During his 12-year MLB playing career, McQuinn played for the Cincinnati Reds (1936), St. Louis Browns (1938–45), Philadelphia Athletics (1946) and New York Yankees (1947–48). He was selected for the American League All-Star team six times (MLB cancelled the 1945 All-Star Game and no All-Stars were named that season).

In 1938, McQuinn had a .324 career-high batting average with 12 home runs, 42 doubles, 100 runs and 82 runs batted in (RBIs). In 1939, his batting average was .316 with 101 runs scored, 94 RBIs, 37 doubles, 13 triples and 20 home runs. The following year he had 39 doubles, 10 triples and 16 home runs. In 1944, his opening-game home run gave the Browns their first victory and was their only home run in a World Series game.

In 1947, at the age of 36, McQuinn hit .304 with 13 home runs and 80 RBIs, and was nominated for the MVP Award. He retired at the end of the 1948 season at the age of 38.
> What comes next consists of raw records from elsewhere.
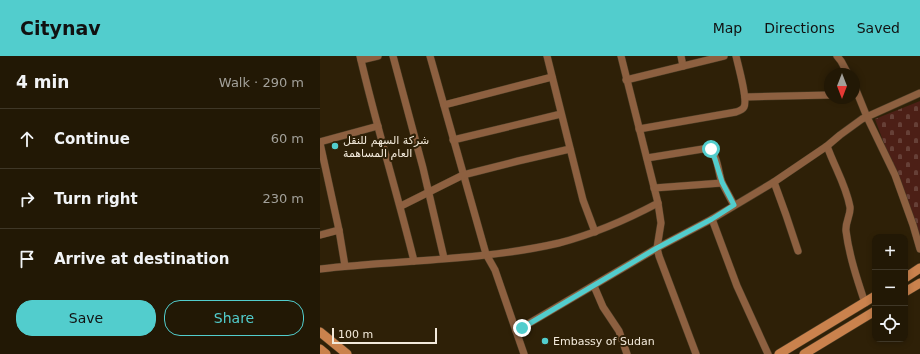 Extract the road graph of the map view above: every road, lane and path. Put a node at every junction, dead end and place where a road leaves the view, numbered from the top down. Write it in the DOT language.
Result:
graph roads {
  1 [pos="378,56"];
  2 [pos="393,56"];
  3 [pos="430,56"];
  4 [pos="547,56"];
  5 [pos="621,56"];
  6 [pos="681,56"];
  7 [pos="724,56"];
  8 [pos="736,56"];
  9 [pos="837,56"];
  10 [pos="361,58"];
  11 [pos="684,66"];
  12 [pos="845,68"];
  13 [pos="552,77"];
  14 [pos="626,80"];
  15 [pos="920,93"];
  16 [pos="824,94"];
  17 [pos="745,97"];
  18 [pos="860,102"];
  19 [pos="444,105"];
  20 [pos="561,114"];
  21 [pos="867,116"];
  22 [pos="378,126"];
  23 [pos="639,129"];
  24 [pos="453,140"];
  25 [pos="320,142"];
  26 [pos="827,146"];
  27 [pos="570,149"];
  28 [pos="647,158"];
  29 [pos="463,175"];
  30 [pos="722,182"];
  31 [pos="774,182"];
  32 [pos="654,188"];
  33 [pos="429,192"];
  34 [pos="658,203"];
  35 [pos="734,205"];
  36 [pos="400,206"];
  37 [pos="712,219"];
  38 [pos="339,230"];
  39 [pos="595,232"];
  40 [pos="320,235"];
  41 [pos="657,248"];
  42 [pos="920,249"];
  43 [pos="798,251"];
  44 [pos="486,254"];
  45 [pos="444,258"];
  46 [pos="414,261"];
  47 [pos="345,266"];
  48 [pos="920,268"];
  49 [pos="320,269"];
  50 [pos="908,276"];
  51 [pos="920,283"];
  52 [pos="594,286"];
  53 [pos="908,290"];
  54 [pos="872,298"];
  55 [pos="864,303"];
  56 [pos="872,313"];
  57 [pos="516,331"];
  58 [pos="320,332"];
  59 [pos="320,348"];
  60 [pos="326,354"];
  61 [pos="347,354"];
  62 [pos="524,354"];
  63 [pos="627,354"];
  64 [pos="696,354"];
  65 [pos="768,354"];
  66 [pos="779,354"];
  67 [pos="804,354"];
  1 -- 10 [label="street"];
  2 -- 33 [label="street"];
  3 -- 19 [label="street"];
  4 -- 13 [label="street"];
  5 -- 14 [label="street"];
  6 -- 11 [label="street"];
  7 -- 11 [label="street"];
  8 -- 17 [label="street"];
  9 -- 12 [label="street"];
  10 -- 22 [label="street"];
  11 -- 14 [label="street"];
  13 -- 19 [label="street"];
  13 -- 20 [label="street"];
  14 -- 23 [label="street"];
  15 -- 21 [label="street"];
  16 -- 17 [label="street"];
  17 -- 23 [label="street"];
  18 -- 21 [label="street"];
  19 -- 24 [label="street"];
  20 -- 24 [label="street"];
  20 -- 27 [label="street"];
  21 -- 26 [label="street"];
  21 -- 42 [label="street"];
  22 -- 25 [label="street"];
  22 -- 36 [label="street"];
  23 -- 28 [label="street"];
  24 -- 29 [label="street"];
  25 -- 38 [label="street"];
  26 -- 31 [label="street"];
  26 -- 55 [label="street"];
  27 -- 29 [label="street"];
  27 -- 39 [label="street"];
  28 -- 30 [label="street"];
  28 -- 32 [label="street"];
  29 -- 33 [label="street"];
  29 -- 44 [label="street"];
  30 -- 32 [label="street"];
  30 -- 35 [label="street"];
  31 -- 35 [label="street"];
  31 -- 43 [label="street"];
  32 -- 34 [label="street"];
  33 -- 36 [label="street"];
  33 -- 45 [label="street"];
  34 -- 39 [label="street"];
  34 -- 41 [label="street"];
  35 -- 37 [label="street"];
  36 -- 46 [label="street"];
  37 -- 41 [label="street"];
  37 -- 65 [label="street"];
  38 -- 40 [label="street"];
  38 -- 47 [label="street"];
  39 -- 44 [label="street"];
  41 -- 52 [label="street"];
  41 -- 64 [label="street"];
  44 -- 45 [label="street"];
  44 -- 57 [label="street"];
  45 -- 46 [label="street"];
  46 -- 47 [label="street"];
  47 -- 49 [label="street"];
  48 -- 50 [label="street"];
  51 -- 53 [label="street"];
  52 -- 57 [label="street"];
  52 -- 63 [label="street"];
  54 -- 55 [label="street"];
  55 -- 66 [label="street"];
  56 -- 67 [label="street"];
  57 -- 62 [label="street"];
  58 -- 61 [label="street"];
  59 -- 60 [label="street"];
}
McQuinn had a career batting average of .276, and a total of 135 home runs and 794 RBIs in 1,550 games. He recorded a .992 fielding percentage playing every inning of his major league career at first base. After retiring, he was a manager for the Quebec Braves in the farm system of the Boston/Milwaukee Braves, and scouted for the Washington Senators and Montreal Expos.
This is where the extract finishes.